(TASK):
The answer must consist of each line below that holds the word "graph", copied as it stands.

------------------------------

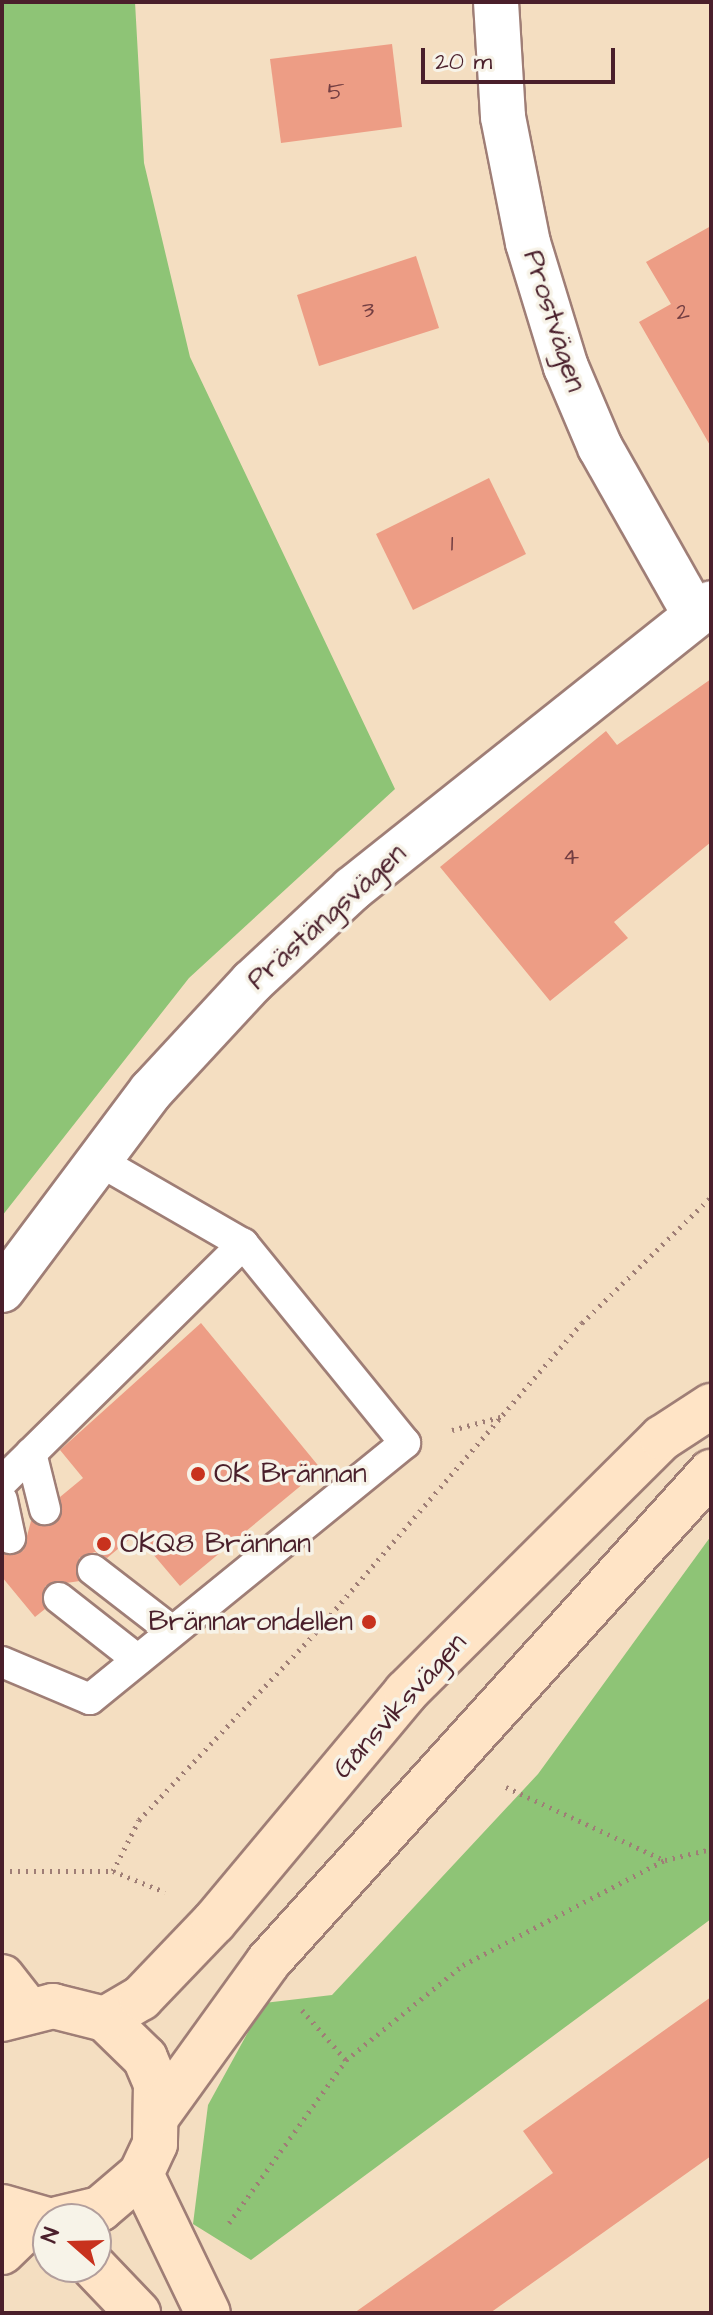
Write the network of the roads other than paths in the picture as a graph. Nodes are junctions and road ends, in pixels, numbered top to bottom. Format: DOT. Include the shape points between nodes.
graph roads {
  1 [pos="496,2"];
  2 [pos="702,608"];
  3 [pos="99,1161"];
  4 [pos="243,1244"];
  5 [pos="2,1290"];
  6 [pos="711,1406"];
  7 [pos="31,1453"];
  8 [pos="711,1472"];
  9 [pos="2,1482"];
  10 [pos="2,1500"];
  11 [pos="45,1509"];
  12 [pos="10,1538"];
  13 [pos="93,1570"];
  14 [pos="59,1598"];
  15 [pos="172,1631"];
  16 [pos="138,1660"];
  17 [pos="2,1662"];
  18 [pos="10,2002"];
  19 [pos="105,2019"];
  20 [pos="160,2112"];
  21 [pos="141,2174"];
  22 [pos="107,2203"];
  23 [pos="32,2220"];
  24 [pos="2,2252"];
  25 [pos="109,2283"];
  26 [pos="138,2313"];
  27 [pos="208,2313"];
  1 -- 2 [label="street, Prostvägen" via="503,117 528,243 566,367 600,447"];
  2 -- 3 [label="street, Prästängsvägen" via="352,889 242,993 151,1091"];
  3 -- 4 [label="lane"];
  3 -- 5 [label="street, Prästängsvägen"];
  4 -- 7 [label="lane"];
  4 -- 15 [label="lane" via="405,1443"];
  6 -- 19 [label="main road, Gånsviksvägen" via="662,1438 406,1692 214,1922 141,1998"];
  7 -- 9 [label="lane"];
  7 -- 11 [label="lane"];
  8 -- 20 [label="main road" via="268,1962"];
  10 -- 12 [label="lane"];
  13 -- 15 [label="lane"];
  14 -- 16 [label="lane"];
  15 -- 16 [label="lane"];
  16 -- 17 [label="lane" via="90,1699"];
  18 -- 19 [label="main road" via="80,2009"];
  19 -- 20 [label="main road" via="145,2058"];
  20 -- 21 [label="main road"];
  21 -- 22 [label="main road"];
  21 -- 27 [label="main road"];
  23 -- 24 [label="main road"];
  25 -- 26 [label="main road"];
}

------------------------------

(OUTPUT):
Write the network of the roads other than paths in the picture as a graph. Nodes are junctions and road ends, in pixels, numbered top to bottom. Format: DOT. Include the shape points between nodes.
graph roads {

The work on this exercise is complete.